== Exercise ==
The data should be written out in full, exactly as it stands, and the pictures dropped.

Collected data
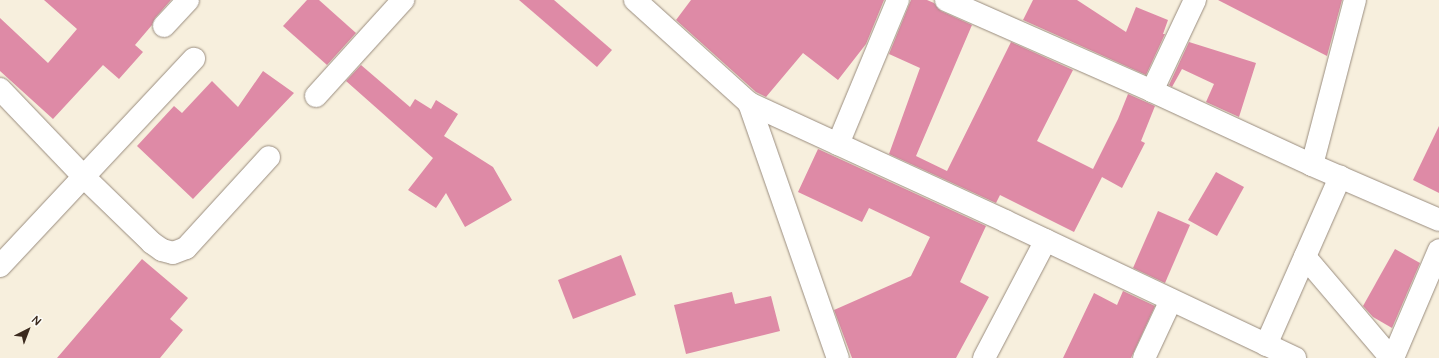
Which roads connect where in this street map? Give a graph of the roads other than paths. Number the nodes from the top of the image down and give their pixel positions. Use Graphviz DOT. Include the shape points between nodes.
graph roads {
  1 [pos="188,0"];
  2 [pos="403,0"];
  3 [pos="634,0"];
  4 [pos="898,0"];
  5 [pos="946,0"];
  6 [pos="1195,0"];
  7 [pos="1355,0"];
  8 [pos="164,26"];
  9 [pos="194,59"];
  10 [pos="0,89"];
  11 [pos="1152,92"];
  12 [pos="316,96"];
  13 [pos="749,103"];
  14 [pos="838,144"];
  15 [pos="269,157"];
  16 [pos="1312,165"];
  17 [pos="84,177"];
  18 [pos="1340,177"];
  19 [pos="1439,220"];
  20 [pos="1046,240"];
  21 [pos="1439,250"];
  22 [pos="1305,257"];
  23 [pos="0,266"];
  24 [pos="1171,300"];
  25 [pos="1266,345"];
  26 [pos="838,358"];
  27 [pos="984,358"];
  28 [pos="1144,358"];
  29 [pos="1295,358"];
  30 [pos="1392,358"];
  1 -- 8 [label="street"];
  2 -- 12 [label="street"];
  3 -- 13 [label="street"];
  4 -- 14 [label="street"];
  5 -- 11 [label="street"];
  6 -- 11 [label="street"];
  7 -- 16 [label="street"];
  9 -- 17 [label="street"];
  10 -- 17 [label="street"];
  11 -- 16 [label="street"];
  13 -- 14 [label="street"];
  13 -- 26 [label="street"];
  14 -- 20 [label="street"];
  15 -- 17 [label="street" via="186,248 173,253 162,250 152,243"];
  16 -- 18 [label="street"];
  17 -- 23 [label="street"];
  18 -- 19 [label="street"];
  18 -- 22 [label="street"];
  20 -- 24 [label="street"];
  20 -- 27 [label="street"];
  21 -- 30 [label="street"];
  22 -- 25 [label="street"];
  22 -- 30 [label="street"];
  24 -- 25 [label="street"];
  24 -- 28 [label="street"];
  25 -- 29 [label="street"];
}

== Response area ==
Which roads connect where in this street map? Give a graph of the roads other than paths. Number the nodes from the top of the image down and give their pixel positions. Use Graphviz DOT. Include the shape points between nodes.
graph roads {
  1 [pos="188,0"];
  2 [pos="403,0"];
  3 [pos="634,0"];
  4 [pos="898,0"];
  5 [pos="946,0"];
  6 [pos="1195,0"];
  7 [pos="1355,0"];
  8 [pos="164,26"];
  9 [pos="194,59"];
  10 [pos="0,89"];
  11 [pos="1152,92"];
  12 [pos="316,96"];
  13 [pos="749,103"];
  14 [pos="838,144"];
  15 [pos="269,157"];
  16 [pos="1312,165"];
  17 [pos="84,177"];
  18 [pos="1340,177"];
  19 [pos="1439,220"];
  20 [pos="1046,240"];
  21 [pos="1439,250"];
  22 [pos="1305,257"];
  23 [pos="0,266"];
  24 [pos="1171,300"];
  25 [pos="1266,345"];
  26 [pos="838,358"];
  27 [pos="984,358"];
  28 [pos="1144,358"];
  29 [pos="1295,358"];
  30 [pos="1392,358"];
  1 -- 8 [label="street"];
  2 -- 12 [label="street"];
  3 -- 13 [label="street"];
  4 -- 14 [label="street"];
  5 -- 11 [label="street"];
  6 -- 11 [label="street"];
  7 -- 16 [label="street"];
  9 -- 17 [label="street"];
  10 -- 17 [label="street"];
  11 -- 16 [label="street"];
  13 -- 14 [label="street"];
  13 -- 26 [label="street"];
  14 -- 20 [label="street"];
  15 -- 17 [label="street" via="186,248 173,253 162,250 152,243"];
  16 -- 18 [label="street"];
  17 -- 23 [label="street"];
  18 -- 19 [label="street"];
  18 -- 22 [label="street"];
  20 -- 24 [label="street"];
  20 -- 27 [label="street"];
  21 -- 30 [label="street"];
  22 -- 25 [label="street"];
  22 -- 30 [label="street"];
  24 -- 25 [label="street"];
  24 -- 28 [label="street"];
  25 -- 29 [label="street"];
}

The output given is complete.